Zwar hat das Alphorn keinen Griff oder Ventile und ist damit schwerer zu spielen, das Prinzip der Tonerzeugung mit Lippen und Atemluft ist jedoch im Grundsatz gleich. Was es zum wohlklingenden Spiel dringend braucht, ist ein gutes Musikgehör.
Ein Mysterium bleibt für Anfänger die Ansage, dass die Lippen zwar angespannt, aber gleichzeitig locker sein müssen. Vibrieren soll es. Geheime Gedanken an ein mächtig ausschnaubendes Pferd helfen weiter. Mit aufgeblasenen Backen und bald schon rotem Kopf folgen die nächsten Versuche. Und siehe da: Nach holprigen fußballtrötenartigen Geräuschen erklingt ein warmer voller Ton. Wmmmmhhhhhmmm. Ein wunderschönes E. Kein Scheppern, kein Wackeln. Das ist zwar einer der einfachen Grundtöne, aber immerhin. „Na also, jetzt hat es funktioniert“, lobt Schoch.
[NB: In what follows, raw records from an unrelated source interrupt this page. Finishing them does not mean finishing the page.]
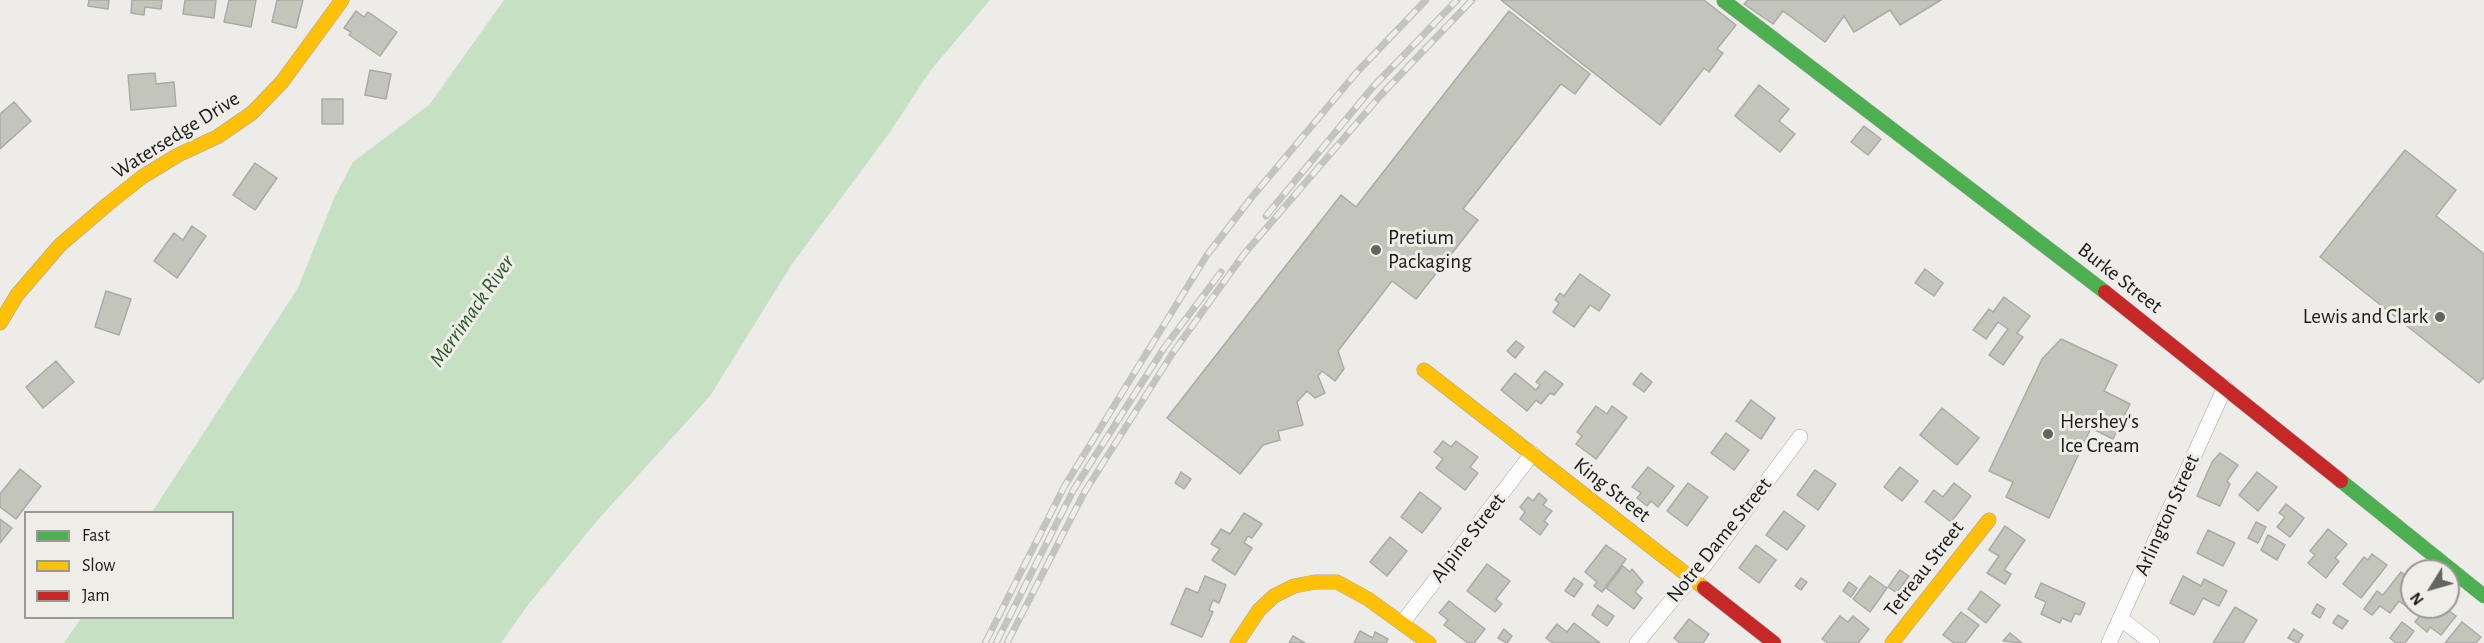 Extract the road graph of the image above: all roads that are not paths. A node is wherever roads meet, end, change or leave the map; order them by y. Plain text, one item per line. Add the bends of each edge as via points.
1 (342, 0) edge
2 (1724, 1) edge
3 (0, 323) edge
4 (1424, 370) dead end
5 (2225, 387) junction
6 (1800, 437) dead end
7 (1532, 454) junction
8 (1989, 520) dead end
9 (1691, 579) junction
10 (2484, 596) edge
11 (2120, 618) junction
12 (1403, 622) junction
13 (1237, 643) edge
14 (1429, 643) edge
15 (1637, 643) edge
16 (1774, 643) edge
17 (1892, 643) edge
18 (2109, 643) edge
19 (2152, 643) edge

1 - 3 street, Watersedge Drive via 282,82 252,113 217,137 142,177 108,204 60,245 17,295
2 - 5 street, Burke Street
4 - 7 street, King Street
5 - 10 street, Burke Street
5 - 11 street, Arlington Street
6 - 9 street, Notre Dame Street
7 - 9 street, King Street
7 - 12 street, Alpine Street
8 - 17 street, Tetreau Street
9 - 15 street, Notre Dame Street
9 - 16 street, King Street
11 - 18 street, Arlington Street
11 - 19 street
12 - 13 street via 1337,582 1294,586 1258,610
12 - 14 street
Insgesamt können einem Alphorn 15 Töne entlockt werden. Merke: Tiefere Töne sind einfacher zu spielen als höhere Töne. Für die höheren braucht es mehr Lippendruck und geübtes Zwerchfellatmen. Die nächsten Versuche bringen zunächst nur wieder verkümmertes Tröten hervor, danach gelingt mit Zufall ein schön klingendes helles G. „Prima, genau weiter so“, jubelt Alphornlehrer Schoch. Doch die Puste ist aus und schon ist wieder das hüstelnde Rüsseltier zu hören. Alphornblasen ist eine ziemlich anstrengende Angelegenheit. Auch erfahrene Spieler sind nach etwa einer Stunde ermüdet. Denn irgendwann geht die Luft aus und auch die Lippenmuskulatur lässt nach.
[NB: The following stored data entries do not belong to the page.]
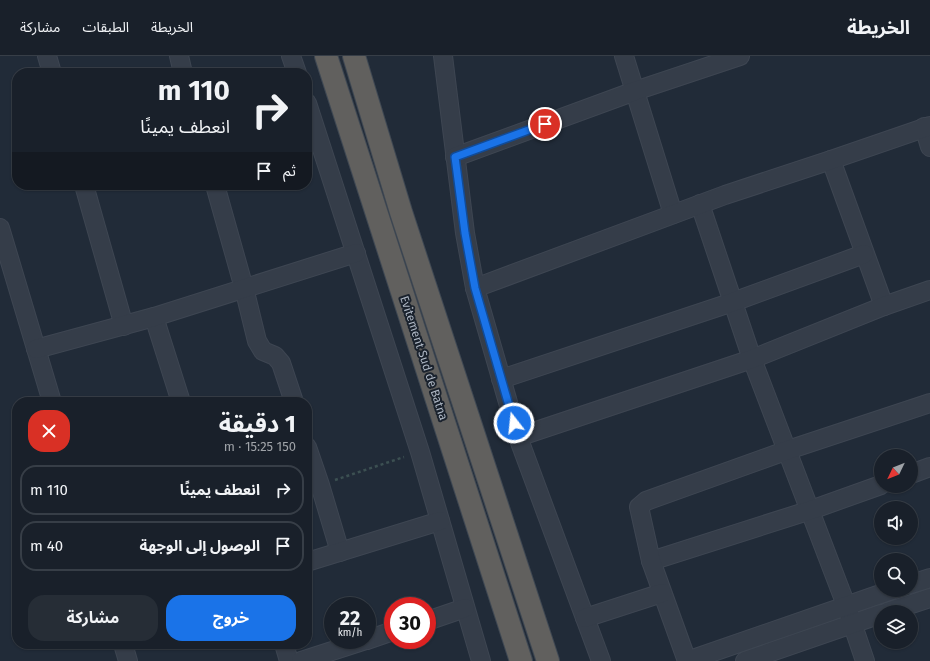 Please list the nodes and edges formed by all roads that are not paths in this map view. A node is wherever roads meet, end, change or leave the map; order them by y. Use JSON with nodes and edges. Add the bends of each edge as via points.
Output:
{"nodes":[{"id":1,"x":47,"y":56,"type":"edge"},
{"id":2,"x":179,"y":56,"type":"edge"},
{"id":3,"x":291,"y":56,"type":"edge"},
{"id":4,"x":326,"y":56,"type":"edge"},
{"id":5,"x":354,"y":56,"type":"edge"},
{"id":6,"x":443,"y":56,"type":"edge"},
{"id":7,"x":624,"y":56,"type":"edge"},
{"id":8,"x":740,"y":56,"type":"edge"},
{"id":9,"x":51,"y":68,"type":"edge"},
{"id":10,"x":183,"y":68,"type":"edge"},
{"id":11,"x":295,"y":68,"type":"edge"},
{"id":12,"x":635,"y":90,"type":"junction"},
{"id":13,"x":312,"y":118,"type":"edge"},
{"id":14,"x":927,"y":127,"type":"edge"},
{"id":15,"x":930,"y":147,"type":"edge"},
{"id":16,"x":455,"y":157,"type":"junction"},
{"id":17,"x":831,"y":160,"type":"junction"},
{"id":18,"x":85,"y":190,"type":"edge"},
{"id":19,"x":216,"y":190,"type":"edge"},
{"id":20,"x":700,"y":204,"type":"junction"},
{"id":21,"x":673,"y":214,"type":"junction"},
{"id":22,"x":0,"y":228,"type":"edge"},
{"id":23,"x":356,"y":253,"type":"junction"},
{"id":24,"x":864,"y":254,"type":"junction"},
{"id":25,"x":244,"y":288,"type":"junction"},
{"id":26,"x":475,"y":288,"type":"junction"},
{"id":27,"x":930,"y":290,"type":"edge"},
{"id":28,"x":734,"y":302,"type":"junction"},
{"id":29,"x":884,"y":306,"type":"junction"},
{"id":30,"x":154,"y":317,"type":"junction"},
{"id":31,"x":124,"y":326,"type":"junction"},
{"id":32,"x":36,"y":350,"type":"junction"},
{"id":33,"x":752,"y":359,"type":"junction"},
{"id":34,"x":501,"y":379,"type":"junction"},
{"id":35,"x":50,"y":397,"type":"edge"},
{"id":36,"x":179,"y":397,"type":"edge"},
{"id":37,"x":292,"y":397,"type":"edge"},
{"id":38,"x":929,"y":405,"type":"edge"},
{"id":39,"x":518,"y":437,"type":"junction"},
{"id":40,"x":788,"y":450,"type":"junction"},
{"id":41,"x":930,"y":467,"type":"edge"},
{"id":42,"x":312,"y":469,"type":"edge"},
{"id":43,"x":918,"y":471,"type":"edge"},
{"id":44,"x":874,"y":488,"type":"edge"},
{"id":45,"x":811,"y":510,"type":"junction"},
{"id":46,"x":440,"y":521,"type":"junction"},
{"id":47,"x":340,"y":552,"type":"junction"},
{"id":48,"x":312,"y":560,"type":"edge"},
{"id":49,"x":651,"y":561,"type":"junction"},
{"id":50,"x":930,"y":578,"type":"edge"},
{"id":51,"x":918,"y":582,"type":"edge"},
{"id":52,"x":662,"y":593,"type":"junction"},
{"id":53,"x":874,"y":596,"type":"edge"},
{"id":54,"x":930,"y":598,"type":"edge"},
{"id":55,"x":846,"y":605,"type":"junction"},
{"id":56,"x":908,"y":605,"type":"edge"},
{"id":57,"x":465,"y":608,"type":"junction"},
{"id":58,"x":874,"y":616,"type":"edge"},
{"id":59,"x":436,"y":617,"type":"edge"},
{"id":60,"x":585,"y":618,"type":"junction"},
{"id":61,"x":853,"y":623,"type":"junction"},
{"id":62,"x":124,"y":649,"type":"edge"},
{"id":63,"x":285,"y":649,"type":"edge"},
{"id":64,"x":339,"y":649,"type":"edge"},
{"id":65,"x":128,"y":661,"type":"edge"},
{"id":66,"x":289,"y":661,"type":"edge"},
{"id":67,"x":301,"y":661,"type":"edge"},
{"id":68,"x":481,"y":661,"type":"edge"},
{"id":69,"x":521,"y":661,"type":"edge"},
{"id":70,"x":548,"y":661,"type":"edge"},
{"id":71,"x":601,"y":661,"type":"edge"},
{"id":72,"x":687,"y":661,"type":"edge"},
{"id":73,"x":745,"y":661,"type":"edge"},
{"id":74,"x":865,"y":661,"type":"edge"}],
"edges":[{"from":1,"to":9,"type":"street"},
{"from":2,"to":10,"type":"street"},
{"from":3,"to":11,"type":"street"},
{"from":4,"to":69,"type":"highway","name":"Evitement Sud de Batna"},
{"from":5,"to":70,"type":"highway","name":"Evitement Sud de Batna","via":[[401,212]]},
{"from":6,"to":16,"type":"street"},
{"from":7,"to":12,"type":"street"},
{"from":8,"to":12,"type":"street"},
{"from":12,"to":16,"type":"street"},
{"from":12,"to":21,"type":"street"},
{"from":13,"to":23,"type":"street"},
{"from":14,"to":15,"type":"street"},
{"from":14,"to":17,"type":"street"},
{"from":16,"to":26,"type":"street"},
{"from":17,"to":20,"type":"street"},
{"from":17,"to":24,"type":"street"},
{"from":18,"to":31,"type":"street"},
{"from":19,"to":25,"type":"street"},
{"from":20,"to":21,"type":"street"},
{"from":20,"to":28,"type":"street"},
{"from":21,"to":26,"type":"street"},
{"from":22,"to":32,"type":"street"},
{"from":23,"to":25,"type":"street"},
{"from":23,"to":46,"type":"street"},
{"from":24,"to":28,"type":"street"},
{"from":24,"to":29,"type":"street"},
{"from":25,"to":30,"type":"street"},
{"from":25,"to":37,"type":"street","via":[[257,342],[263,351],[275,356],[281,363]]},
{"from":26,"to":34,"type":"street"},
{"from":27,"to":29,"type":"street"},
{"from":28,"to":33,"type":"street"},
{"from":28,"to":34,"type":"street"},
{"from":29,"to":33,"type":"street"},
{"from":30,"to":31,"type":"street"},
{"from":30,"to":36,"type":"street"},
{"from":31,"to":32,"type":"street"},
{"from":32,"to":35,"type":"street"},
{"from":33,"to":39,"type":"street"},
{"from":33,"to":40,"type":"street"},
{"from":34,"to":39,"type":"street"},
{"from":38,"to":40,"type":"street"},
{"from":39,"to":60,"type":"street"},
{"from":40,"to":45,"type":"street"},
{"from":40,"to":49,"type":"street","via":[[642,503],[640,507]]},
{"from":41,"to":43,"type":"street"},
{"from":42,"to":47,"type":"street","via":[[320,485]]},
{"from":44,"to":45,"type":"street"},
{"from":45,"to":49,"type":"street"},
{"from":45,"to":55,"type":"street"},
{"from":46,"to":47,"type":"street"},
{"from":46,"to":57,"type":"street"},
{"from":47,"to":48,"type":"street"},
{"from":49,"to":52,"type":"street"},
{"from":50,"to":51,"type":"street"},
{"from":52,"to":60,"type":"street"},
{"from":52,"to":72,"type":"street"},
{"from":53,"to":55,"type":"street"},
{"from":54,"to":56,"type":"street"},
{"from":55,"to":61,"type":"street"},
{"from":55,"to":72,"type":"street"},
{"from":57,"to":59,"type":"street"},
{"from":57,"to":68,"type":"street"},
{"from":58,"to":61,"type":"street"},
{"from":60,"to":71,"type":"street"},
{"from":61,"to":73,"type":"street"},
{"from":61,"to":74,"type":"street"},
{"from":62,"to":65,"type":"street"},
{"from":63,"to":66,"type":"street"},
{"from":64,"to":67,"type":"street"}]}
27 Auftritte sind schon fix im Kalender
Bei den Aulendorfer Alphornspielern sind derzeit sechs Musiker aktiv, darunter mit Waltraud Stützle nur eine Frau. 27 Auftritte stehen in diesem Jahr im Kalender der Musiker und damit fast so viele wie beispielsweise bei der Aulendorfer Stadtkapelle. Neben Konzerten bei Festen, Feiern, Umzügen, Veranstaltungen, Geburtstagen, bei Gottesdiensten oder in Kneipen gehören auch Auftritte beim großen Alphorntreffen in Rötenbach bei Wolfegg oder beim Alphornfestival im Kleinwalsertal dazu.
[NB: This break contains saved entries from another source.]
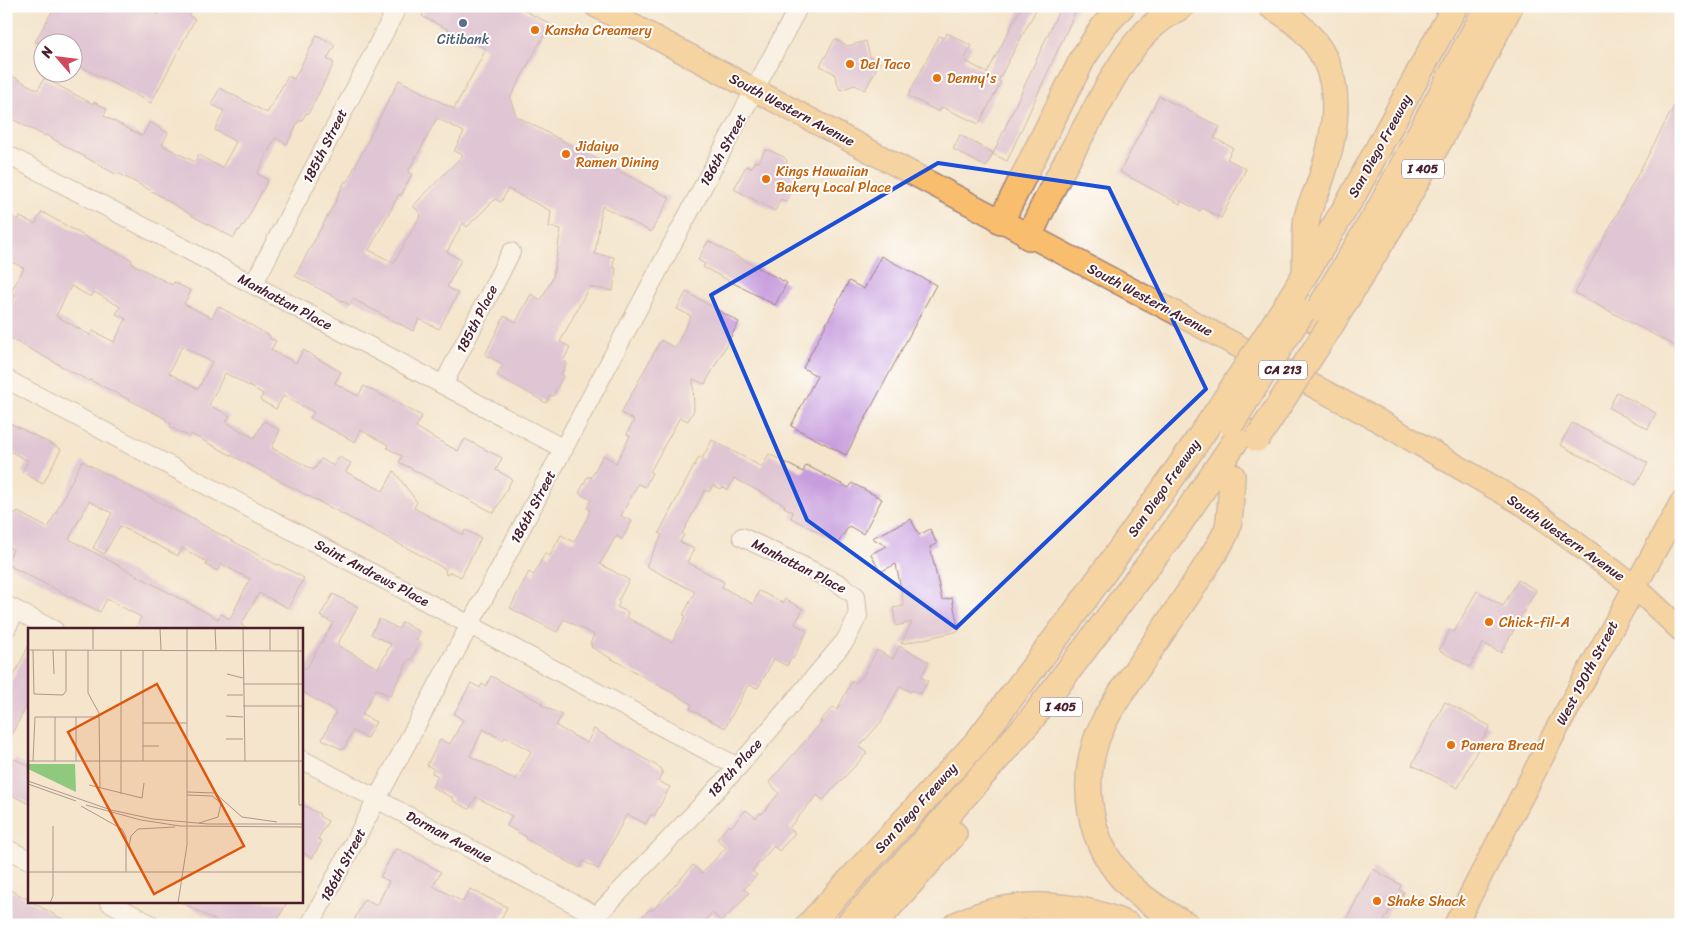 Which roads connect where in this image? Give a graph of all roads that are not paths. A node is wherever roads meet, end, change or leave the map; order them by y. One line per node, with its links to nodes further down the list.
1 (398, 6): 17 (street, 185th Street)
2 (596, 6): 11 (main road, South Western Avenue)
3 (800, 6): 11 (street, 186th Street)
4 (1122, 6): 13 (highway)
5 (1182, 6): 14 (highway)
6 (1271, 6): 16 (highway)
7 (1455, 6): 16 (highway, San Diego Freeway / I 405)
8 (1475, 6): 18 (highway)
9 (1488, 6): 18 (highway)
10 (1510, 6): 18 (highway, San Diego Freeway / I 405)
11 (756, 90): 13 (main road, South Western Avenue); 22 (street, 186th Street)
12 (6, 154): 17 (street, Manhattan Place)
13 (1001, 220): 14 (main road, South Western Avenue)
14 (1029, 237): 26 (main road, South Western Avenue / CA 213)
15 (511, 252): 20 (street, 185th Place)
16 (1305, 274): 18 (highway, San Diego Freeway / I 405)
17 (253, 285): 20 (street, Manhattan Place)
18 (1308, 316): 21 (highway, San Diego Freeway / I 405, bridge); 21 (highway, San Diego Freeway / I 405, bridge)
19 (6, 379): 29 (street, Saint Andrews Place)
20 (442, 385): 22 (street, Manhattan Place)
21 (1236, 427): 23 (highway, San Diego Freeway / I 405); 42 (highway, San Diego Freeway / I 405); 43 (highway)
22 (564, 449): 29 (street, 186th Street)
23 (1232, 476): 44 (highway, San Diego Freeway / I 405); 47 (highway)
24 (1681, 503): 26 (main road, West 190th Street)
25 (742, 537): 27 (street, Manhattan Place)
26 (1634, 586): 32 (main road, South Western Avenue / CA 213); 48 (main road, West 190th Street)
27 (856, 596): 34 (street, 187th Place)
28 (11, 607): 30 (street); 31 (street)
29 (470, 625): 34 (street, Saint Andrews Place); 35 (street, 186th Street)
30 (50, 628)
31 (6, 629)
32 (1681, 630)
33 (302, 760): 35 (street, Dorman Avenue)
34 (738, 767): 39 (street, 187th Place)
35 (378, 799): 39 (street, Dorman Avenue); 41 (street, 186th Street)
36 (6, 848): 37 (street)
37 (28, 859)
38 (114, 904): 40 (street)
39 (592, 920)
40 (152, 925)
41 (310, 925)
42 (809, 925)
43 (848, 925)
44 (873, 925)
45 (956, 925): 46 (highway)
46 (1128, 925)
47 (1187, 925)
48 (1455, 925)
Obwohl die Aulendorfer Alphornbläser einen vollen Terminkalender haben und als Musiker gefragt sind, mangelt es ihnen an Nachwuchs. „Es ist mir unbegreiflich, warum die Jugend nicht angreift und dieses tolle und herausfordernde Instrument erlernen möchte“, sagt Schoch, der lange Vorsitzender der Stadtkapelle war. Seiner Ansicht nach müssten die Musikschulen diesbezüglich aktiver werden. Denn was aus dem Alphorn rauszuholen ist, wie abwechslungsreich und harmonisch oder sogar rhythmisch es klingen kann, zeigen er und seine zwei Kameraden beim kurzen Ständchen eindrücklich. Fazit: Das Alphorn ist alles andere als ein langweiliges Senioreninstrument.